Only through the intervention of the UN and through many courageous non-governmental organizations as well as courageous men and women was the situation at least contained.
Rape as a weapon of war
Atrocious reports from the war-affected areas describe regular attacks on girls and women, often in the context of mass rape.
The long war has led to brutalization in society. One tries to counter uncontrolled violence through adult education and the development of the educational system. National and international non-governmental organizations and the local churches stand by the girls and women affected. Awareness-raising and peace work is carried out by the United Nations and by national and international experts.
Street scene in Kinshasa, the capital of the Democratic Republic of the Congo
The civil society was and is a very important player in the political and social development of the country. During the Mobuto dictatorship and the associated decline of state structures, civil society took over many tasks of the state, especially in the health care system and in school education. For years, church institutions and independent organizations have guaranteed a minimum supply for the population.
The political upheaval – from the Conference Nationale Souveraine (1991 to 1992) to the current debate on national elections – was and is decisively influenced by it to this day.
Civil society changes its line-up and its actions according to the current political, social and economic situation.

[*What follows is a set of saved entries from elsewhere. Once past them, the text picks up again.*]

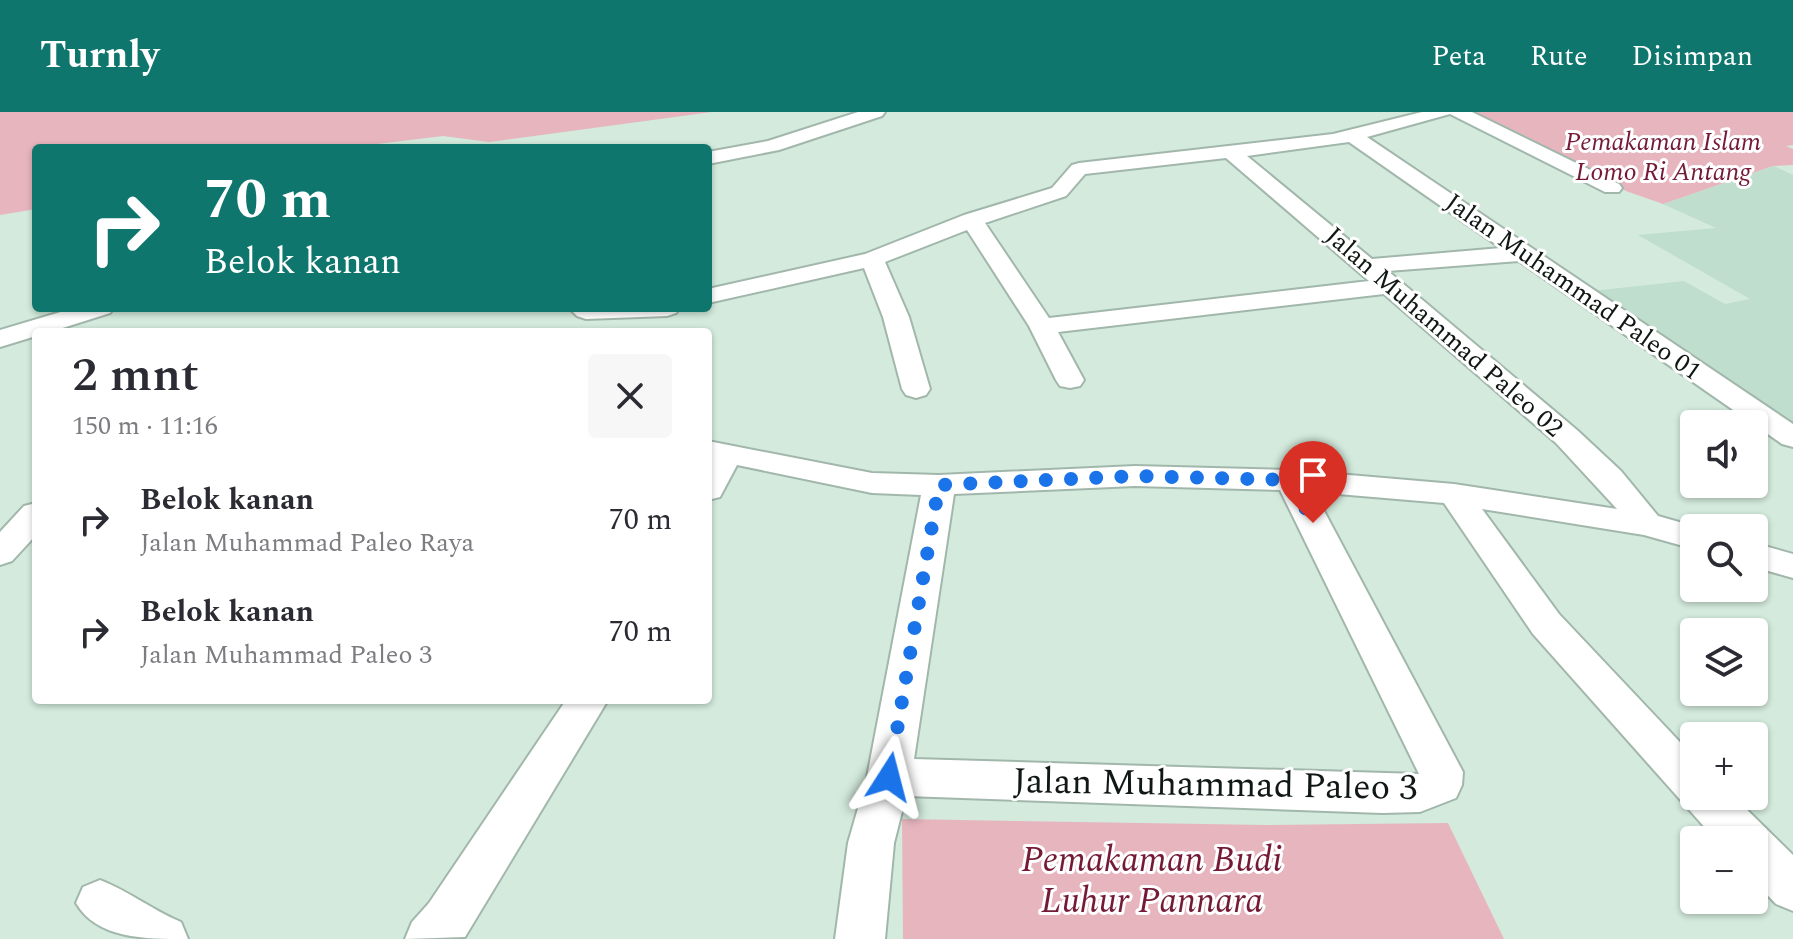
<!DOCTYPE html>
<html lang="id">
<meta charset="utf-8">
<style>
:root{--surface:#fff;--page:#f7f7f7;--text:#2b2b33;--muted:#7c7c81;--accent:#0f766e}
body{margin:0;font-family:Spectral,serif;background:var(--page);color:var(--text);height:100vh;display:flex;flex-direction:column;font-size:30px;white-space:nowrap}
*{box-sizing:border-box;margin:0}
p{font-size:26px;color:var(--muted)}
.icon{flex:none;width:44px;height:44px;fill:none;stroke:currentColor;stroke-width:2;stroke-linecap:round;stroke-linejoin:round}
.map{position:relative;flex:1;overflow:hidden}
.drawer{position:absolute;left:32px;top:216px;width:680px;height:376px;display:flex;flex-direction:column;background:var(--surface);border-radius:8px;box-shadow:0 2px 6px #0004}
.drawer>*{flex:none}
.hud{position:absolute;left:32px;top:32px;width:680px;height:168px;border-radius:8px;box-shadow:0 2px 6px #0004;background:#0f766e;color:#fff;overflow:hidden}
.tools{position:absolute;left:1680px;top:298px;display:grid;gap:16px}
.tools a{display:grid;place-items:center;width:88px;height:88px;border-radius:8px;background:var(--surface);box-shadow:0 2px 6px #0004;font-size:40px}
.pin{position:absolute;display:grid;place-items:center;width:68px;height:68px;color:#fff;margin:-82px -34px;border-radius:50% 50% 50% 0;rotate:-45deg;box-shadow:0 0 8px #0007}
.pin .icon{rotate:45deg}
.me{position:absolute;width:88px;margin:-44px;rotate:9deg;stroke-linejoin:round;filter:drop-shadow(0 0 6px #0008)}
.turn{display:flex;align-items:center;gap:28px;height:168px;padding:0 40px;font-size:36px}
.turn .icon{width:104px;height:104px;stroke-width:2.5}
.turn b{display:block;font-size:56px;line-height:68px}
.round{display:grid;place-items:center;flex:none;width:84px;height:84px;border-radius:8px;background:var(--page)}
.headline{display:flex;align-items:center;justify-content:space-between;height:136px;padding:0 40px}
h1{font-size:48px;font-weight:600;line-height:60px}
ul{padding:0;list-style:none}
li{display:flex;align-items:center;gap:24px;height:112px;padding:0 40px}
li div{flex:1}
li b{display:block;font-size:30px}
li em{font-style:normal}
header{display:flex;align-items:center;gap:48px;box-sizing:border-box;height:112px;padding:0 40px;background:var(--accent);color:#fff}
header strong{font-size:38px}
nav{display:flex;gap:44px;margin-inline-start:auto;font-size:28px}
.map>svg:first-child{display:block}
.built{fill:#c0decd}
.green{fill:#e7b5be}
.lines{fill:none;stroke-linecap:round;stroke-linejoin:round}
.street-casing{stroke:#a2b7ab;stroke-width:4}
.street{fill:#fff;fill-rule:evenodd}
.route{stroke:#1a73e8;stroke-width:14;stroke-dasharray:0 25.2}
.labels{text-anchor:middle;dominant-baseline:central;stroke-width:6;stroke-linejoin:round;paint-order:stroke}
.far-park-label{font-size:26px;font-style:italic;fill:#741a37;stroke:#fff}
.far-street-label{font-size:26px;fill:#101814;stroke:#fff}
.near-street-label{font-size:36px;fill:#101814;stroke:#fff}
.near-park-label{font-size:36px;font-style:italic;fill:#741a37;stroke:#fff}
</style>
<header>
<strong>Turnly</strong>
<nav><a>Peta</a><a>Rute</a><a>Disimpan</a></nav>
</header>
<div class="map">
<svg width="1793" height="827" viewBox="0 0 1793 827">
<rect width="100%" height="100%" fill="#d3eadc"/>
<!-- built -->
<path class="built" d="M 1774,54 L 1793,63 L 1793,330 L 1574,181 L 1684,169 L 1725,192 L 1750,187 L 1638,123 L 1716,116 L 1663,92 Z"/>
<!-- green -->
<path class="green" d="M 0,0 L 712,0 L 489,30 L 443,24 L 344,36 L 36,36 L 36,97 L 0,103 Z
M 1472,0 L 1793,0 L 1793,33 L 1786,34 L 1793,37 L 1793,53 L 1773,54 L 1663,92 L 1626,79 L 1594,60 L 1567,56 Z
M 902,707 L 1265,713 L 1448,711 L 1504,827 L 903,827 Z"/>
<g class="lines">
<!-- street casing -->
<g class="street-casing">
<path id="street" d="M 858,0 L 885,0 L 882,4 L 779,38 L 708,52 L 708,40 L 768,29 Z
M 1422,0 L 1472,0 L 1619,72 L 1622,76 L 1619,80 L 1605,80 L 1450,2 L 1367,25 L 1793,312 L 1793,335 L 1782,332 L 1519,149 L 1388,159 L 1577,318 L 1621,359 L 1658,404 L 1700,416 L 1694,416 L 1694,437 L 1644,423 L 1482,397 L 1559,502 L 1694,645 L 1694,684 L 1733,684 L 1793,743 L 1793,799 L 1776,792 L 1754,769 L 1754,728 L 1716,728 L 1533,522 L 1444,391 L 1314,380 L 1463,660 L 1462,673 L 1456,686 L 1420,700 L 1382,701 L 906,684 L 894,731 L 885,827 L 835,827 L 848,731 L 867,665 L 921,383 L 872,381 L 737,353 L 720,385 L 708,388 L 708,329 L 872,361 L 939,363 L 1135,354 L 1291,358 L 1454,372 L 1617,397 L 1556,331 L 1384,182 L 1058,220 L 1084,268 L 1080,274 L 1070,276 L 1060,274 L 1056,268 L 1029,214 L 967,118 L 885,150 L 909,205 L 930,277 L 926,283 L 916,286 L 906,283 L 902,277 L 883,205 L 864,156 L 708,191 L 708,177 L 865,142 L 964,103 L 1052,76 L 1072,53 L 1079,51 L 1333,22 ZM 1349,30 L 1501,136 L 1372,147 L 1247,44 ZM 1226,46 L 1369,169 L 1049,206 L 985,111 L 1066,84 L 1085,62 ZM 1135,374 L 1280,378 L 1419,662 L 914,647 L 954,382 Z
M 74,196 L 114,196 L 110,201 L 50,220 L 36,220 L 36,224 L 0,235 L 0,218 Z
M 569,196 L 680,196 L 676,201 L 667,204 L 586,207 L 577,204 Z
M 36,391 L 36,423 L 12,449 L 0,453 L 0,420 L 24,394 Z
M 1754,431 L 1793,442 L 1793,466 L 1754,455 Z
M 566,588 L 608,588 L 465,825 L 405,827 L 412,810 L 429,791 Z
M 100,768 C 129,779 152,798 181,810 L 188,827 C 144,827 97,827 76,791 L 83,775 Z"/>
</g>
<!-- street -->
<use href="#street" class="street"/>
</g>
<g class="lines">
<!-- route -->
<path class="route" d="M 889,665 L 939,373 L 1135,364 L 1291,368 L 1313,411"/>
</g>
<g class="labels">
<!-- far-park labels -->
<g class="far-park-label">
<text x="1663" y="30">Pemakaman Islam<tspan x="1663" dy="30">Lomo Ri Antang</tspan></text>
</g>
<!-- far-street labels -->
<g class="far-street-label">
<text transform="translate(1573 175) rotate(35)">Jalan Muhammad Paleo 01</text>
<text transform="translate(1444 220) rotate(41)">Jalan Muhammad Paleo 02</text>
</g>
<!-- near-street labels -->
<g class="near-street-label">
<text transform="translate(1215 673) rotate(1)">Jalan Muhammad Paleo 3</text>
</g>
<!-- near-park labels -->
<g class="near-park-label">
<text x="1152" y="748">Pemakaman Budi<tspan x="1152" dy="41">Luhur Pannara</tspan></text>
</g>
</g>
</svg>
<div class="tools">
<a><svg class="icon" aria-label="sound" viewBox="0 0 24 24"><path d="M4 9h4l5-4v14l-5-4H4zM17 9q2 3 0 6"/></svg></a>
<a><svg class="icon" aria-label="search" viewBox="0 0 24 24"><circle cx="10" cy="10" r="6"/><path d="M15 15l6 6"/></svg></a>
<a><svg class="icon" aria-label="layers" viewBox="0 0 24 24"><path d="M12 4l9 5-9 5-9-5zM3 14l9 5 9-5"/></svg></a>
<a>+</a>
<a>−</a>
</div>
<div class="pin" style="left:1313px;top:411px;background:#d93025"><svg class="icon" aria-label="arrive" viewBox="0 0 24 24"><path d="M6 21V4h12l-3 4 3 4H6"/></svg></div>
<svg class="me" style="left:889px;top:665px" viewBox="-20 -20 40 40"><path d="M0-17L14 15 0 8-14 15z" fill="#1a73e8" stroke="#fff" stroke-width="4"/></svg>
<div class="hud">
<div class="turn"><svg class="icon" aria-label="right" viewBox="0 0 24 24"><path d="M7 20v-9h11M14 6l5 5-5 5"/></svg><div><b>70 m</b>Belok kanan</div></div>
</div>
<section class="drawer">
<div class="headline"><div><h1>2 mnt</h1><p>150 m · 11:16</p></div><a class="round"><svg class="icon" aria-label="close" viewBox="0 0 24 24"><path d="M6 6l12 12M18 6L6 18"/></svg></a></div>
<ul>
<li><svg class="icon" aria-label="right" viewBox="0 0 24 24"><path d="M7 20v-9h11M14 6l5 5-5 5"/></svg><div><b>Belok kanan</b><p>Jalan Muhammad Paleo Raya</p></div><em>70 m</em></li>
<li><svg class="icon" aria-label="right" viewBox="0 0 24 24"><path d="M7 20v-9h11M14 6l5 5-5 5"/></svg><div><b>Belok kanan</b><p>Jalan Muhammad Paleo 3</p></div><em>70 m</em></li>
</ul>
</section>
</div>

For example, the decisive elections in December 2018 were significantly influenced by church and cooperative groups as well as by youth organizations, women’s associations and a large number of civil society groups. In cities in particular, the broad political debate waged by civil society has resulted in the prevention of excessive violence.
There is a national and various regional associations of non-governmental organizations in the Democratic Republic of the Congo, a major country in African continent according to smartercomputing.